Voor de BBC trok Badawi door meer dan dertig Afrikaanse landen en interviewde ze tientallen historici, archeologen, cultuurkenners en andere experts over de geschiedenis van hun regio: van de oorsprong van de mens in Oost-Afrika tot het verzet tegen en de bevrijding van de kolonisatie. Het resulteerde in een twintigdelige serie die van 2017 tot 2020 op televisie werd uitgezonden. Haar rondgang door Afrika had bevestigd dat het hoog tijd was voor een historische vertelling vanuit Afrikaans perspectief. “Ik heb zo veel boeken moeten lezen waarin Afrikanen naar de achtergrond verdwenen. Ik heb de telescoop omgedraaid. In de verhalen over Afrika die ik opteken, zijn de Europeanen een voetnoot in de marge.”

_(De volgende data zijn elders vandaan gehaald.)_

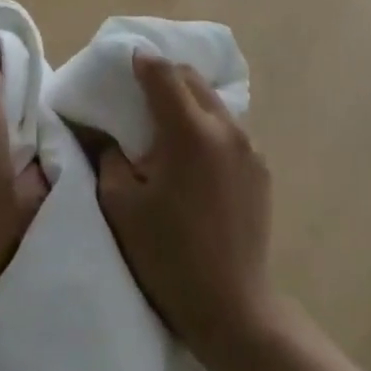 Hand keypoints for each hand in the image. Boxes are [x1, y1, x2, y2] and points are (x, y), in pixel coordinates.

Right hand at [98, 53, 277, 365]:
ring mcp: (249, 147)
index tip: (124, 61)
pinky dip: (206, 124)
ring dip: (187, 99)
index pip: (162, 73)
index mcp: (189, 131)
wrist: (233, 309)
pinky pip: (228, 128)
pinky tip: (192, 152)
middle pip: (191, 79)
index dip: (140, 62)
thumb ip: (110, 155)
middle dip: (164, 75)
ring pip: (213, 101)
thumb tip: (109, 131)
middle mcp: (225, 128)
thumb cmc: (168, 256)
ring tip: (165, 120)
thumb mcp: (121, 204)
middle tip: (139, 90)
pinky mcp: (261, 168) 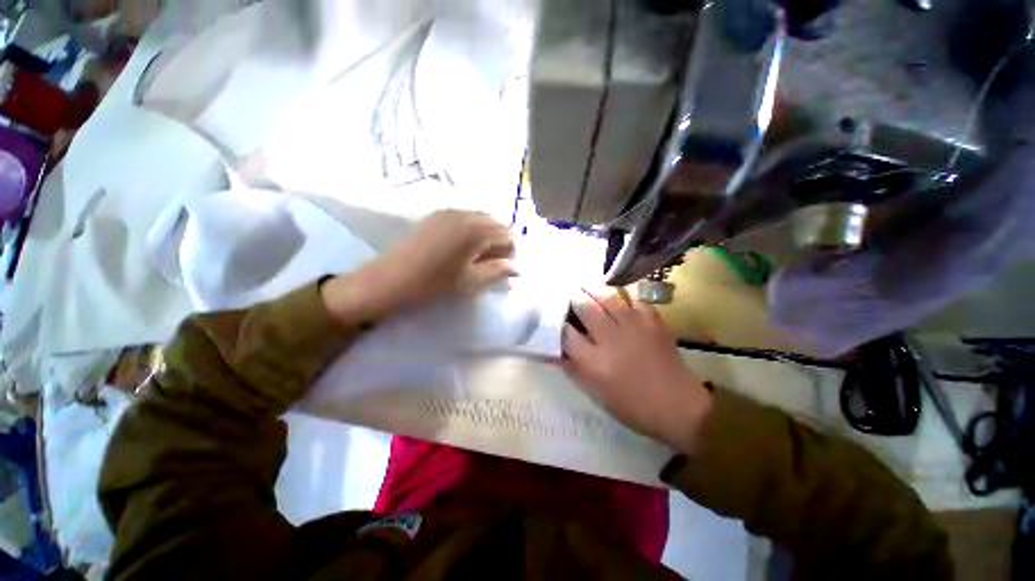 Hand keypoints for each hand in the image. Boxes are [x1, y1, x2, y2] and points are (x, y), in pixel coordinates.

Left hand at [322, 210, 515, 321]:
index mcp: (476, 231)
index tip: (503, 269)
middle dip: (500, 243)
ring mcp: (450, 212)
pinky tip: (462, 248)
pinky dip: (472, 230)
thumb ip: (498, 271)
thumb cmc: (434, 284)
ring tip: (477, 257)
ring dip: (487, 236)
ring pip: (482, 219)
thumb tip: (518, 270)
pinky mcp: (438, 215)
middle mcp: (466, 214)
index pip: (508, 235)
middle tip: (491, 264)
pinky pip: (466, 218)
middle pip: (497, 223)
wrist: (390, 279)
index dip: (510, 253)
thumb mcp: (471, 281)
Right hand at [562, 288, 712, 453]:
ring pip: (608, 297)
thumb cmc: (632, 405)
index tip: (557, 318)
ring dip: (594, 289)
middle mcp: (610, 338)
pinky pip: (636, 297)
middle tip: (571, 294)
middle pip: (585, 307)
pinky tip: (618, 291)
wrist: (678, 406)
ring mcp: (633, 326)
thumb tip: (556, 351)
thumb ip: (573, 368)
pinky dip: (625, 291)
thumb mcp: (595, 392)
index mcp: (593, 361)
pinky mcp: (652, 321)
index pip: (566, 333)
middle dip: (574, 298)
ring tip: (588, 286)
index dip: (558, 323) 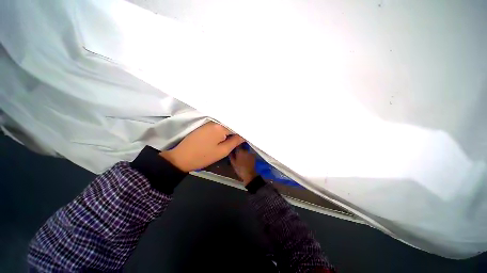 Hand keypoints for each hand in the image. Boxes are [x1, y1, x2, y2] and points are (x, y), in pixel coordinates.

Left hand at [160, 122, 244, 171]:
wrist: (181, 157)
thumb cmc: (203, 156)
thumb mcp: (222, 151)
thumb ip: (235, 141)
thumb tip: (245, 135)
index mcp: (220, 126)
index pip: (237, 125)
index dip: (244, 129)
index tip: (250, 132)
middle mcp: (215, 121)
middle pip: (231, 122)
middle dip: (239, 127)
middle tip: (247, 132)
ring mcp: (209, 122)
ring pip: (225, 123)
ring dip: (232, 128)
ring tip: (240, 132)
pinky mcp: (205, 125)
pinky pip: (219, 125)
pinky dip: (225, 128)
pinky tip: (229, 132)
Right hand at [230, 147, 257, 185]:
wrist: (249, 174)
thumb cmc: (239, 169)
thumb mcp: (233, 163)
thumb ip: (231, 155)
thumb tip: (229, 150)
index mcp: (240, 151)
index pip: (237, 144)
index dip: (235, 144)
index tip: (233, 146)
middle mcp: (245, 150)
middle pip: (242, 146)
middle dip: (239, 148)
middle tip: (237, 152)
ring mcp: (250, 152)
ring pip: (245, 149)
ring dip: (244, 151)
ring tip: (241, 155)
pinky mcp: (253, 155)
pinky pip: (249, 152)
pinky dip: (247, 153)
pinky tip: (246, 157) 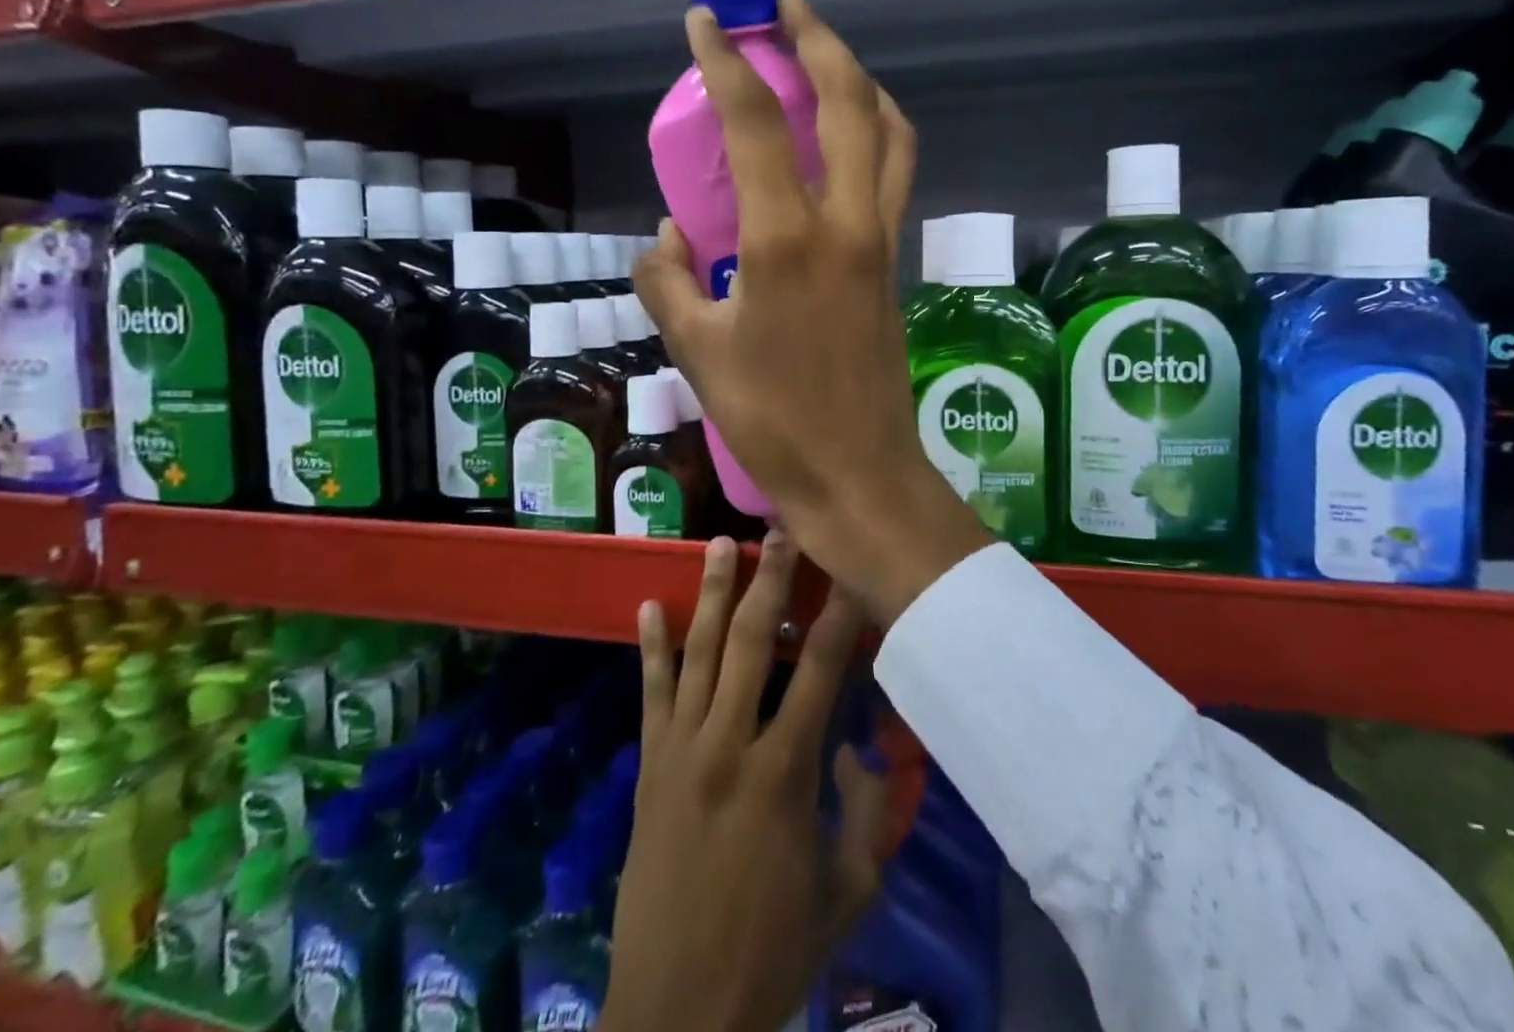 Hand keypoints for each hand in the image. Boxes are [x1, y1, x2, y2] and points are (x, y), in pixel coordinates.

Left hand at [602, 534, 894, 1031]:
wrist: (676, 1011)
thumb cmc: (772, 951)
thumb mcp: (848, 892)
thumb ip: (866, 811)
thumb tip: (857, 744)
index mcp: (783, 773)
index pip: (818, 671)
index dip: (839, 616)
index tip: (850, 572)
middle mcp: (728, 744)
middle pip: (749, 641)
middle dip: (769, 579)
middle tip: (780, 530)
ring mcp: (681, 749)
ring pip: (697, 652)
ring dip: (709, 593)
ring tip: (720, 544)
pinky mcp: (649, 765)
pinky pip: (650, 693)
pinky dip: (650, 647)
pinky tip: (648, 606)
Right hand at [636, 0, 993, 624]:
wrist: (859, 473)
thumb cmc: (772, 420)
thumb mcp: (696, 351)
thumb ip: (667, 281)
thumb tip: (669, 235)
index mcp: (786, 239)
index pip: (756, 122)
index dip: (727, 60)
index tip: (706, 19)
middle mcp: (845, 222)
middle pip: (848, 102)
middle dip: (818, 39)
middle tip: (788, 6)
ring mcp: (880, 240)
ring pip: (889, 133)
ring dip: (860, 81)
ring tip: (827, 56)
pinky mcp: (894, 264)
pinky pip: (893, 174)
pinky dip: (875, 132)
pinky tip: (846, 137) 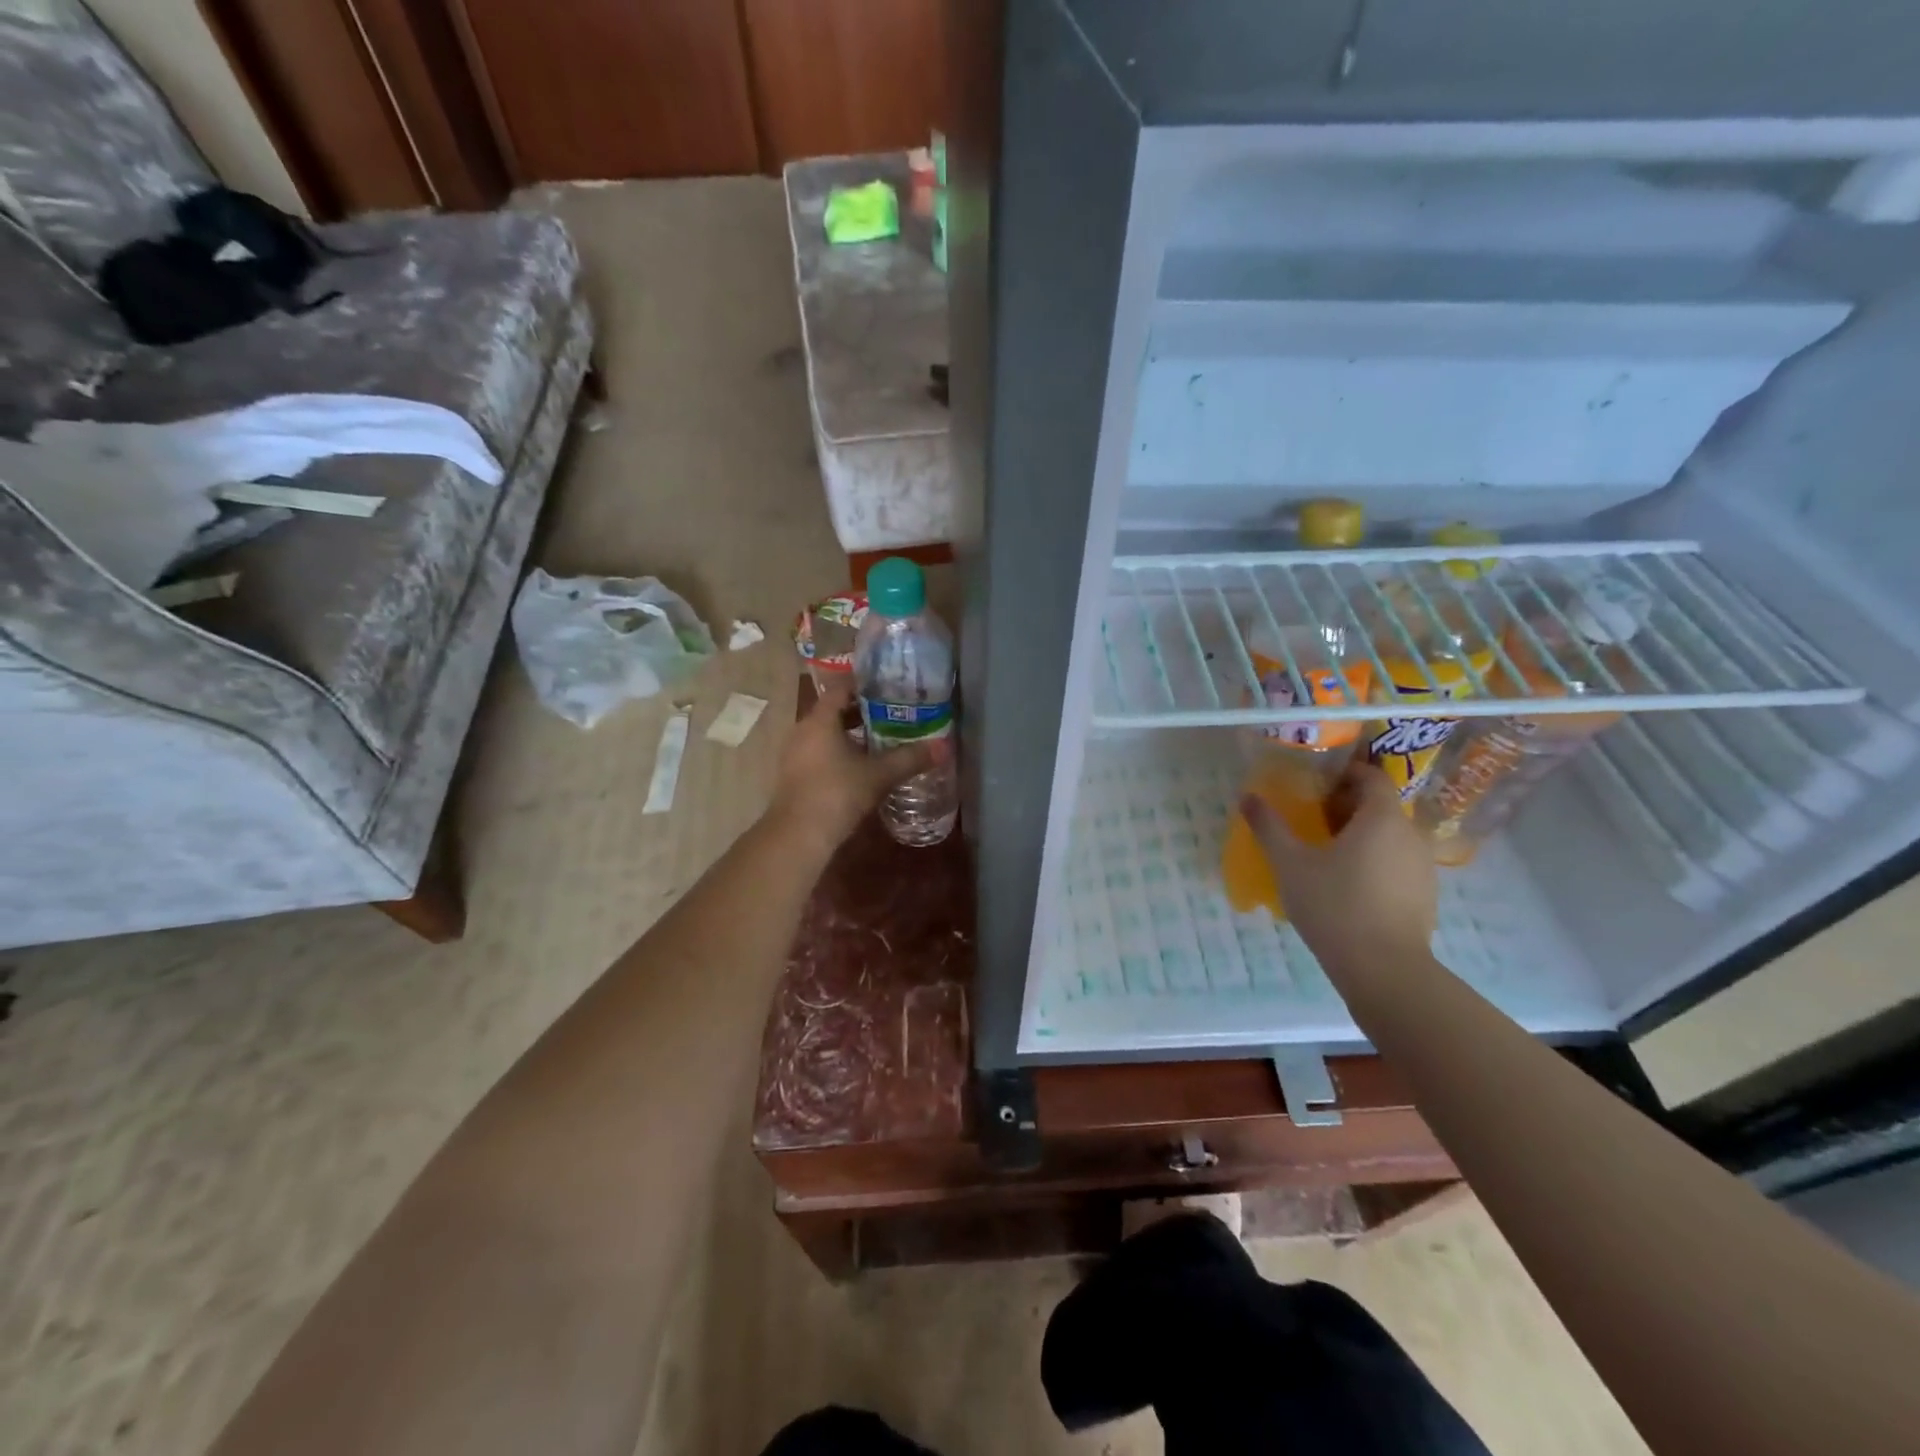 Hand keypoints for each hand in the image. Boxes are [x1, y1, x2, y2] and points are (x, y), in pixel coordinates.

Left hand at [766, 680, 945, 854]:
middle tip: (893, 712)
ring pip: (826, 732)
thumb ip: (909, 759)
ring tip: (882, 738)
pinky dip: (840, 751)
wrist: (798, 836)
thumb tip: (942, 747)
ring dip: (851, 733)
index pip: (840, 688)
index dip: (864, 684)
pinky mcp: (795, 774)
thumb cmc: (837, 793)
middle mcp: (803, 730)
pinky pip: (820, 751)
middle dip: (862, 710)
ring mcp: (795, 753)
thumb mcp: (878, 775)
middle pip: (834, 710)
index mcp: (821, 720)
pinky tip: (862, 765)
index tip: (888, 686)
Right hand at [1241, 760, 1436, 975]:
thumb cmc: (1334, 905)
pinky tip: (1347, 883)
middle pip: (1381, 806)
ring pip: (1390, 836)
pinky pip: (1397, 862)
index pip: (1371, 776)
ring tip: (1326, 851)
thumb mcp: (1290, 863)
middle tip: (1311, 816)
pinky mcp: (1425, 895)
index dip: (1344, 773)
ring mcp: (1423, 866)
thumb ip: (1269, 826)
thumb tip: (1248, 796)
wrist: (1384, 969)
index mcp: (1382, 817)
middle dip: (1347, 805)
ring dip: (1361, 835)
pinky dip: (1374, 860)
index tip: (1315, 781)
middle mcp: (1411, 834) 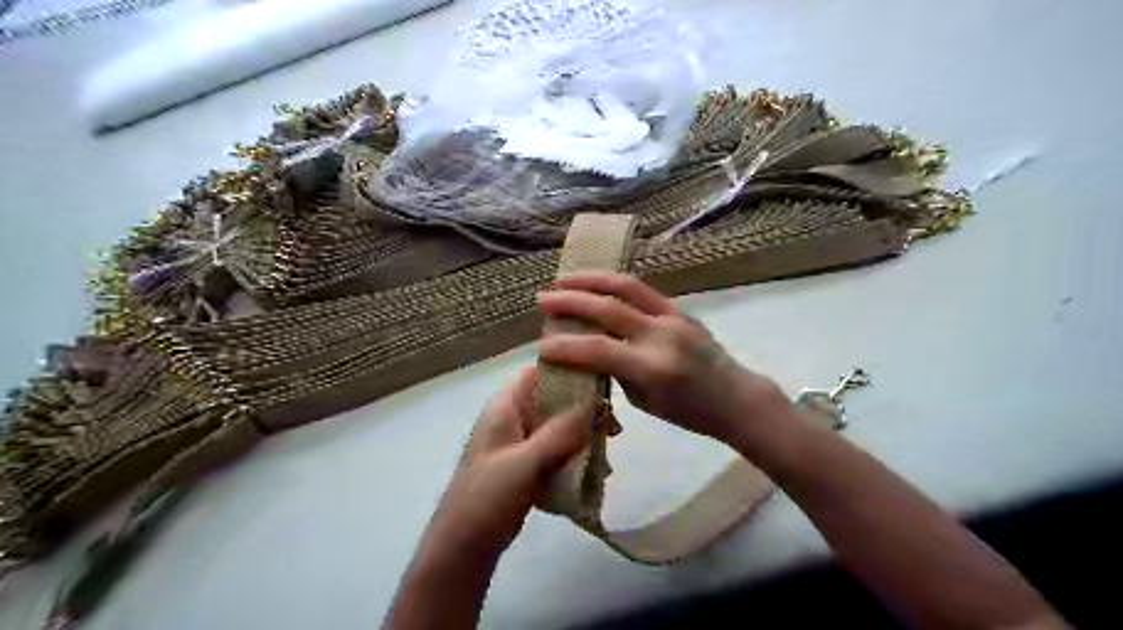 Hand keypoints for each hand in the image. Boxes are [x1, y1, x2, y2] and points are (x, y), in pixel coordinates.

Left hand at [421, 366, 590, 563]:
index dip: (569, 370)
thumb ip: (560, 432)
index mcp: (505, 407)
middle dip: (583, 407)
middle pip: (553, 399)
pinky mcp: (526, 465)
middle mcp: (512, 418)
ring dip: (582, 433)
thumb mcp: (525, 462)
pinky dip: (575, 454)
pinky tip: (595, 469)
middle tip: (612, 424)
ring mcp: (519, 443)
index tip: (602, 380)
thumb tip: (595, 402)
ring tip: (609, 446)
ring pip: (558, 426)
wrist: (463, 548)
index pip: (539, 372)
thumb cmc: (487, 498)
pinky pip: (556, 450)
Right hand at [537, 271, 788, 443]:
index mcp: (653, 367)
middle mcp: (662, 335)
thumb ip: (616, 372)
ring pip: (627, 287)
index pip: (599, 350)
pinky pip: (643, 290)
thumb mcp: (645, 402)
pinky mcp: (680, 309)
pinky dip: (615, 283)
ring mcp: (673, 317)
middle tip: (542, 298)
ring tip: (564, 278)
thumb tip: (588, 351)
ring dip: (591, 279)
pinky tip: (597, 282)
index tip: (540, 347)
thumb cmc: (689, 412)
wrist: (736, 397)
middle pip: (608, 309)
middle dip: (571, 301)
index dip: (565, 348) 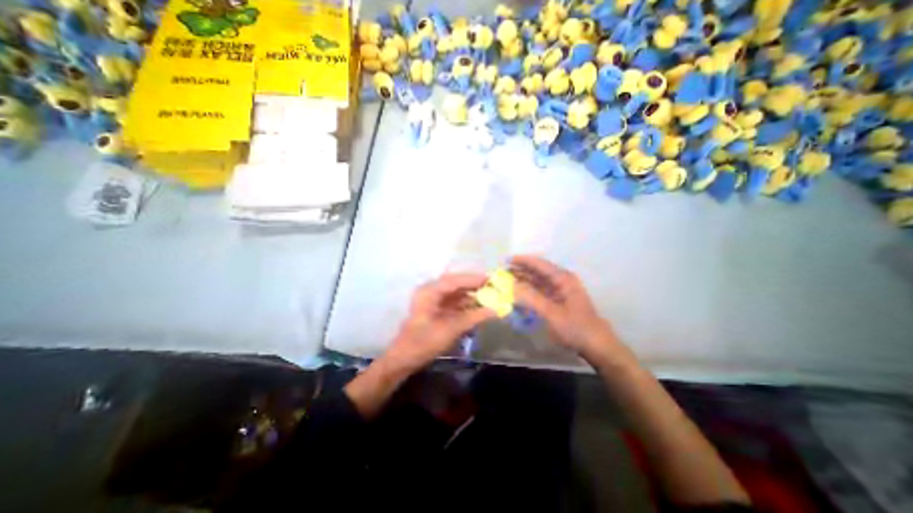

Zeinab Badawi (1959) werd geboren in de Sudanese hoofdstad Khartoum en verhuisde als tweejarige met haar ouders naar Engeland. Na haar studies filosofie, politicologie en economie in Oxford ging ze aan de slag voor een lokaal tv-station. Later werd ze nieuwspresentator van tv-zender Channel Four en de BBC. In 1989 behaalde ze een master geschiedenis en antropologie aan SOAS in Londen, een vermaard onderzoeksinstituut dat zich specialiseert in Azië, Afrika en het Midden-Oosten. Sinds 2021 is Badawi er directeur.
Haar eigen Sudanees-Britse identiteit maakte Badawi bij uitstek geschikt voor deze geschiedschrijving. Naast Engels spreekt ze Arabisch, de moedertaal van haar ouders. De Arabische bronnen over Afrika voeren eeuwen verder terug dan de westerse, omdat Afrika en de Arabische wereld al sinds de late oudheid (zo’n beetje de derde tot de zevende eeuw na Christus) handeldreven. Die historische bronnenschat werd collectief genegeerd door westerse wetenschappers die de taal niet machtig waren. Verhalen over Mansa Musa bijvoorbeeld, de legendarische veertiende-eeuwse koning van het machtige Malinese rijk dat tot de zestiende eeuw bestond. Deze schatrijke koning ging in 1324 op pelgrimsreis naar Mekka met een karavaan van zo’n honderdduizend in zijde geklede en met goud behangen mensen, en was zó gul met de tonnen goud die zijn kamelen met zich meetorsten, dat in Egypte de goudprijs met een kwart kelderde.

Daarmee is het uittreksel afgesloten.